» **WORK TO COMPLETE**: The entries below hold a line with "Left hand at" and a line with "ring tip: (870, 787)". Return those lines and all that lie between them, exactly and only.

» **PROVIDED RECORDS**:
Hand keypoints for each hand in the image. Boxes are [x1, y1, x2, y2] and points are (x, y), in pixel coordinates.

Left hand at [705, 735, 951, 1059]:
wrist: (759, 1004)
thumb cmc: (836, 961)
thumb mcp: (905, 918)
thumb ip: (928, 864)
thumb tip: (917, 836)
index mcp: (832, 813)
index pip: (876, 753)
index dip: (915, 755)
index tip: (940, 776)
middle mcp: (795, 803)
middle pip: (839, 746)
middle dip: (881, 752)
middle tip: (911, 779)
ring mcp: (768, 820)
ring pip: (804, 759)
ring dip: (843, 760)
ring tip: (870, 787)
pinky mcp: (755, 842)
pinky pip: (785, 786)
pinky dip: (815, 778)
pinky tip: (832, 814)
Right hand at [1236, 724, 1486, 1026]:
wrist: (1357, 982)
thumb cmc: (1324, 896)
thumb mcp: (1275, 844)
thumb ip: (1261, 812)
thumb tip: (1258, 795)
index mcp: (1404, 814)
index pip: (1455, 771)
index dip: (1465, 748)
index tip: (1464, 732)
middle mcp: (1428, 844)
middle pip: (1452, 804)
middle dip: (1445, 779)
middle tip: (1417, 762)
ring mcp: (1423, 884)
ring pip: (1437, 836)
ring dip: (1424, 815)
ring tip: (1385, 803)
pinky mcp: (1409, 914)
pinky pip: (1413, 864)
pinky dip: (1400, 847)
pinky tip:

» **FINISHED TASK**:
Left hand at [705, 735, 951, 1059]:
wrist: (759, 1004)
thumb cmc: (836, 961)
thumb mcp: (905, 918)
thumb ip: (928, 864)
thumb tip: (917, 836)
index mcp: (832, 813)
index pip: (876, 753)
index dip: (915, 755)
index tip: (940, 776)
middle mcp: (795, 803)
middle pip: (839, 746)
middle dip: (881, 752)
middle tip: (911, 779)
ring mcp: (768, 820)
ring pip: (804, 759)
ring dip: (843, 760)
ring tip: (870, 787)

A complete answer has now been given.